◆ **Work to be completed**:
Scan the entries that follow and copy out every line containing "BOOSTAN".

........

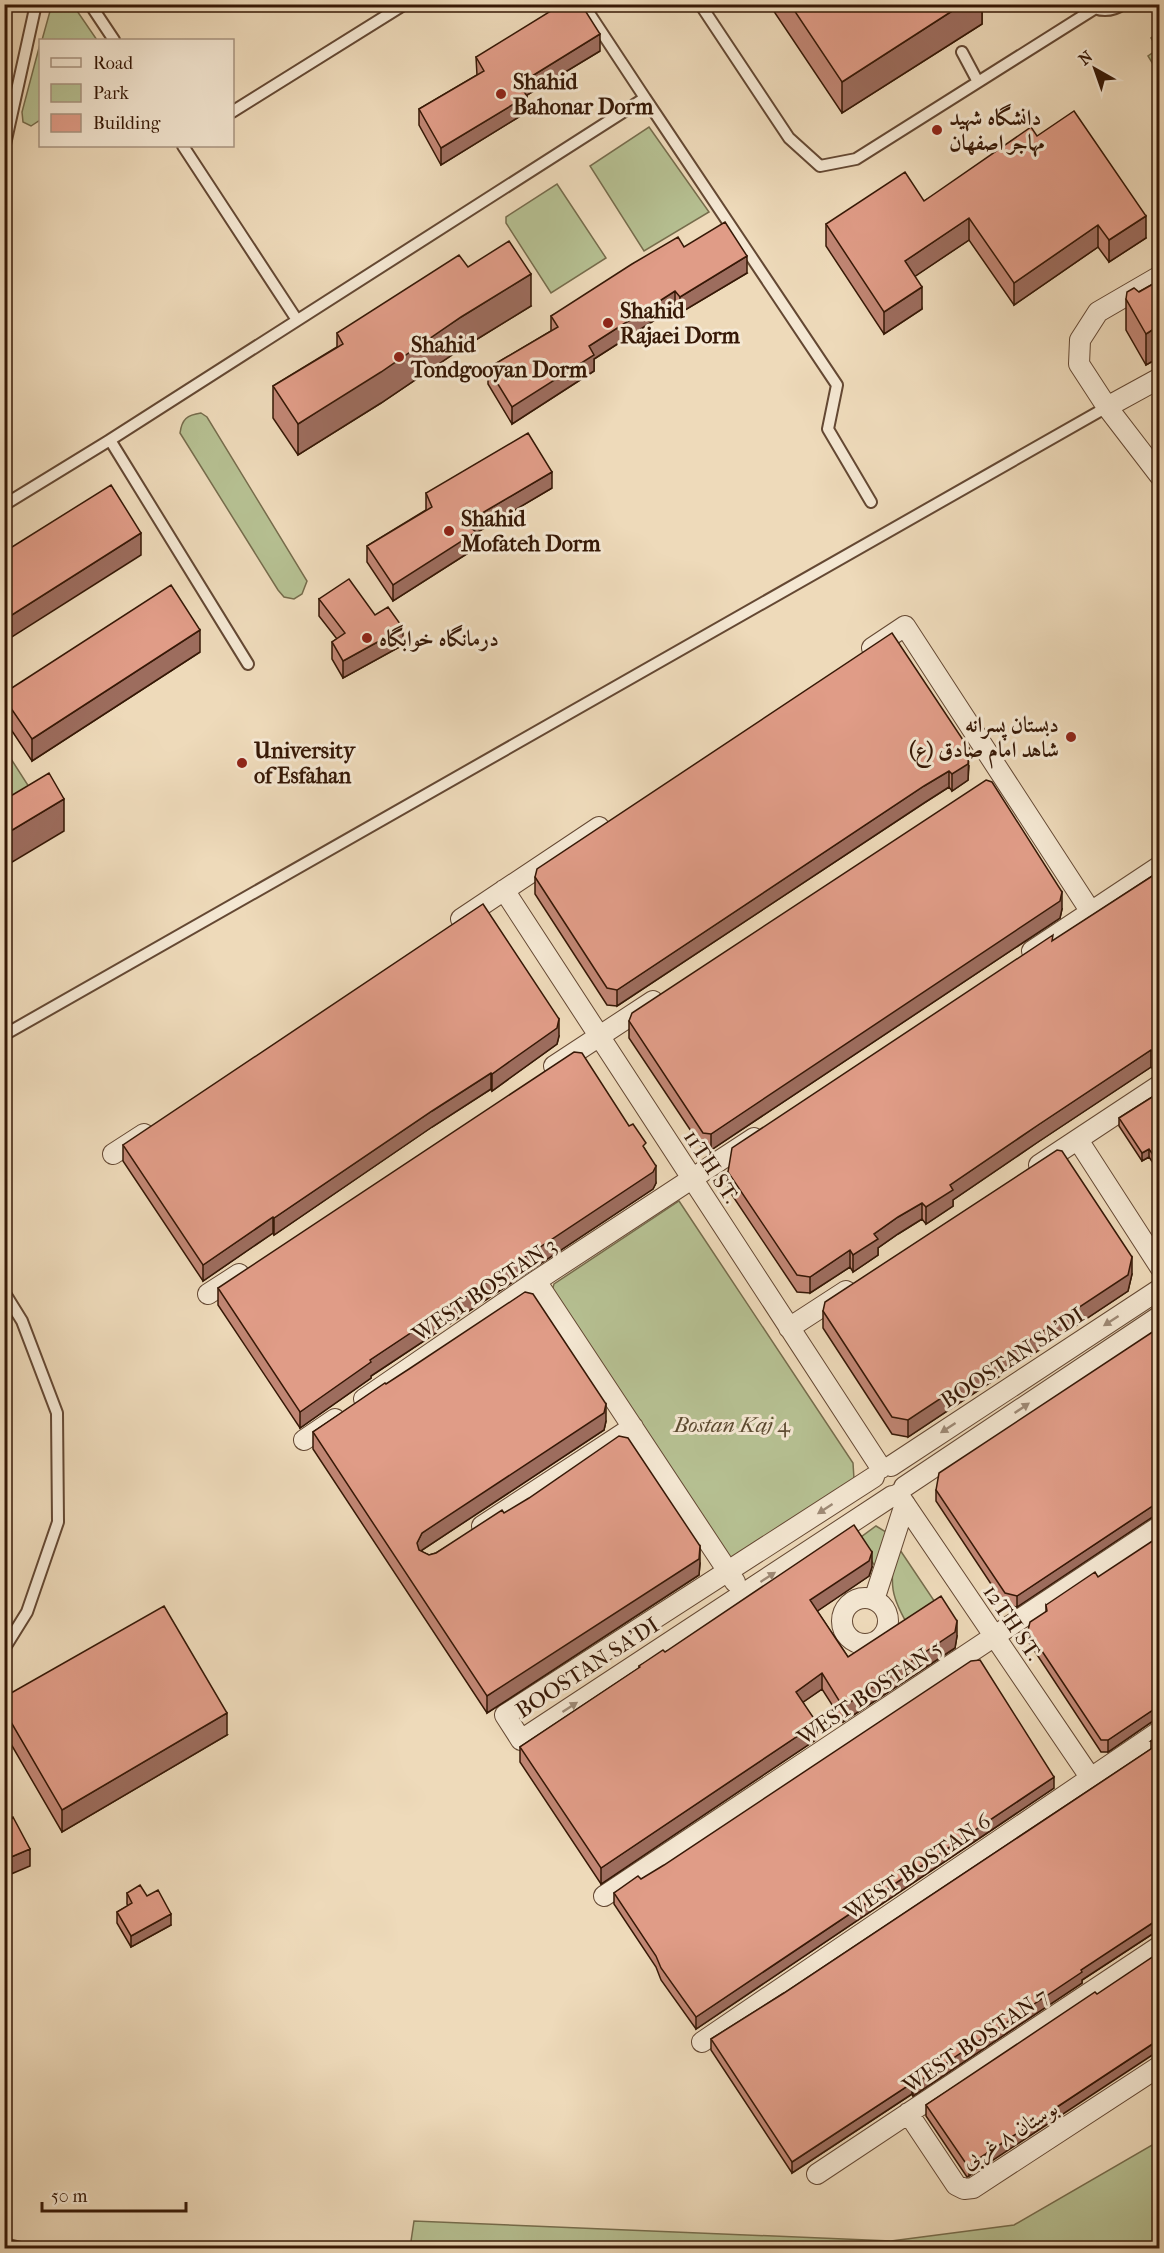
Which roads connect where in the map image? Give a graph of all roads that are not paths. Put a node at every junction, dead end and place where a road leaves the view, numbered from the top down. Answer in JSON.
{"nodes":[{"id":1,"x":36,"y":4,"type":"edge"},
{"id":2,"x":90,"y":4,"type":"edge"},
{"id":3,"x":405,"y":4,"type":"edge"},
{"id":4,"x":583,"y":4,"type":"edge"},
{"id":5,"x":700,"y":4,"type":"edge"},
{"id":6,"x":1123,"y":4,"type":"edge"},
{"id":7,"x":1090,"y":7,"type":"edge"},
{"id":8,"x":113,"y":39,"type":"edge"},
{"id":9,"x":962,"y":52,"type":"dead end"},
{"id":10,"x":978,"y":82,"type":"junction"},
{"id":11,"x":645,"y":98,"type":"junction"},
{"id":12,"x":234,"y":111,"type":"edge"},
{"id":13,"x":184,"y":147,"type":"edge"},
{"id":14,"x":4,"y":149,"type":"edge"},
{"id":15,"x":1160,"y":276,"type":"edge"},
{"id":16,"x":297,"y":320,"type":"junction"},
{"id":17,"x":1160,"y":378,"type":"edge"},
{"id":18,"x":1107,"y":407,"type":"junction"},
{"id":19,"x":110,"y":440,"type":"junction"},
{"id":20,"x":1160,"y":476,"type":"edge"},
{"id":21,"x":871,"y":502,"type":"dead end"},
{"id":22,"x":4,"y":506,"type":"edge"},
{"id":23,"x":856,"y":658,"type":"edge"},
{"id":24,"x":248,"y":664,"type":"dead end"},
{"id":25,"x":1001,"y":773,"type":"junction"},
{"id":26,"x":981,"y":786,"type":"edge"},
{"id":27,"x":612,"y":819,"type":"edge"},
{"id":28,"x":1160,"y":866,"type":"edge"},
{"id":29,"x":504,"y":890,"type":"junction"},
{"id":30,"x":1091,"y":912,"type":"junction"},
{"id":31,"x":446,"y":930,"type":"edge"},
{"id":32,"x":1013,"y":964,"type":"edge"},
{"id":33,"x":668,"y":992,"type":"edge"},
{"id":34,"x":4,"y":1035,"type":"edge"},
{"id":35,"x":599,"y":1036,"type":"junction"},
{"id":36,"x":540,"y":1075,"type":"edge"},
{"id":37,"x":1160,"y":1085,"type":"edge"},
{"id":38,"x":162,"y":1121,"type":"edge"},
{"id":39,"x":770,"y":1127,"type":"edge"},
{"id":40,"x":1078,"y":1140,"type":"junction"},
{"id":41,"x":113,"y":1154,"type":"dead end"},
{"id":42,"x":1028,"y":1172,"type":"edge"},
{"id":43,"x":692,"y":1180,"type":"junction"},
{"id":44,"x":257,"y":1262,"type":"edge"},
{"id":45,"x":1160,"y":1267,"type":"edge"},
{"id":46,"x":536,"y":1281,"type":"junction"},
{"id":47,"x":859,"y":1283,"type":"edge"},
{"id":48,"x":1160,"y":1289,"type":"edge"},
{"id":49,"x":4,"y":1292,"type":"edge"},
{"id":50,"x":208,"y":1294,"type":"dead end"},
{"id":51,"x":1160,"y":1316,"type":"edge"},
{"id":52,"x":789,"y":1328,"type":"junction"},
{"id":53,"x":633,"y":1427,"type":"junction"},
{"id":54,"x":304,"y":1440,"type":"dead end"},
{"id":55,"x":882,"y":1470,"type":"junction"},
{"id":56,"x":900,"y":1495,"type":"junction"},
{"id":57,"x":1160,"y":1526,"type":"edge"},
{"id":58,"x":468,"y":1534,"type":"edge"},
{"id":59,"x":728,"y":1572,"type":"junction"},
{"id":60,"x":743,"y":1594,"type":"junction"},
{"id":61,"x":874,"y":1600,"type":"dead end"},
{"id":62,"x":994,"y":1638,"type":"junction"},
{"id":63,"x":4,"y":1649,"type":"edge"},
{"id":64,"x":1160,"y":1731,"type":"edge"},
{"id":65,"x":1090,"y":1777,"type":"junction"},
{"id":66,"x":604,"y":1896,"type":"dead end"},
{"id":67,"x":1160,"y":1946,"type":"edge"},
{"id":68,"x":702,"y":2042,"type":"dead end"},
{"id":69,"x":1160,"y":2066,"type":"edge"},
{"id":70,"x":908,"y":2113,"type":"junction"},
{"id":71,"x":817,"y":2174,"type":"dead end"},
{"id":72,"x":4,"y":2244,"type":"edge"},
{"id":73,"x":21,"y":2248,"type":"edge"}],
"edges":[{"from":1,"to":14,"type":"lane"},
{"from":2,"to":8,"type":"lane"},
{"from":3,"to":12,"type":"lane"},
{"from":4,"to":11,"type":"lane"},
{"from":5,"to":10,"type":"lane"},
{"from":6,"to":7,"type":"lane"},
{"from":7,"to":10,"type":"lane"},
{"from":9,"to":10,"type":"lane"},
{"from":11,"to":16,"type":"lane"},
{"from":11,"to":21,"type":"lane"},
{"from":13,"to":16,"type":"lane"},
{"from":15,"to":18,"type":"street"},
{"from":16,"to":19,"type":"lane"},
{"from":17,"to":18,"type":"street"},
{"from":18,"to":20,"type":"street"},
{"from":18,"to":34,"type":"lane"},
{"from":19,"to":22,"type":"lane"},
{"from":19,"to":24,"type":"lane"},
{"from":23,"to":25,"type":"street"},
{"from":25,"to":26,"type":"street"},
{"from":25,"to":30,"type":"street"},
{"from":27,"to":29,"type":"street"},
{"from":28,"to":30,"type":"street"},
{"from":29,"to":31,"type":"street"},
{"from":29,"to":35,"type":"street","name":"11TH ST."},
{"from":30,"to":32,"type":"street"},
{"from":33,"to":35,"type":"street"},
{"from":35,"to":36,"type":"street"},
{"from":35,"to":43,"type":"street","name":"11TH ST."},
{"from":37,"to":40,"type":"street"},
{"from":38,"to":41,"type":"street"},
{"from":39,"to":43,"type":"street","name":"WEST BOSTAN 3"},
{"from":40,"to":42,"type":"street"},
{"from":40,"to":45,"type":"street"},
{"from":43,"to":46,"type":"street","name":"WEST BOSTAN 3"},
{"from":43,"to":52,"type":"street","name":"11TH ST."},
{"from":44,"to":50,"type":"street"},
{"from":46,"to":53,"type":"street"},
{"from":46,"to":54,"type":"street","name":"WEST BOSTAN 3"},
{"from":47,"to":52,"type":"street"},
{"from":48,"to":55,"type":"street","name":"BOOSTAN SA'DI","one_way":true},
{"from":49,"to":63,"type":"lane"},
{"from":56,"to":51,"type":"street","name":"BOOSTAN SA'DI","one_way":true},
{"from":52,"to":55,"type":"street","name":"11TH ST."},
{"from":53,"to":58,"type":"street"},
{"from":53,"to":59,"type":"street"},
{"from":55,"to":56,"type":"street"},
{"from":55,"to":56,"type":"street"},
{"from":55,"to":59,"type":"street","name":"BOOSTAN SA'DI","one_way":true},
{"from":60,"to":56,"type":"street","name":"BOOSTAN SA'DI","one_way":true},
{"from":56,"to":61,"type":"street"},
{"from":56,"to":62,"type":"street","name":"12TH ST."},
{"from":57,"to":62,"type":"street","name":"WEST BOSTAN 5"},
{"from":59,"to":60,"type":"street"},
{"from":59,"to":60,"type":"street","name":"BOOSTAN SA'DI","one_way":true},
{"from":62,"to":65,"type":"street","name":"12TH ST."},
{"from":62,"to":66,"type":"street","name":"WEST BOSTAN 5"},
{"from":64,"to":65,"type":"street","name":"WEST BOSTAN 6"},
{"from":65,"to":68,"type":"street","name":"WEST BOSTAN 6"},
{"from":67,"to":70,"type":"street","name":"WEST BOSTAN 7"},
{"from":69,"to":70,"type":"street","name":"بوستان ۸ غربی"},
{"from":70,"to":71,"type":"street","name":"WEST BOSTAN 7"},
{"from":72,"to":73,"type":"lane"}]}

........

◆ **Answer to this exercise**:
{"from":48,"to":55,"type":"street","name":"BOOSTAN SA'DI","one_way":true},
{"from":56,"to":51,"type":"street","name":"BOOSTAN SA'DI","one_way":true},
{"from":55,"to":59,"type":"street","name":"BOOSTAN SA'DI","one_way":true},
{"from":60,"to":56,"type":"street","name":"BOOSTAN SA'DI","one_way":true},
{"from":59,"to":60,"type":"street","name":"BOOSTAN SA'DI","one_way":true},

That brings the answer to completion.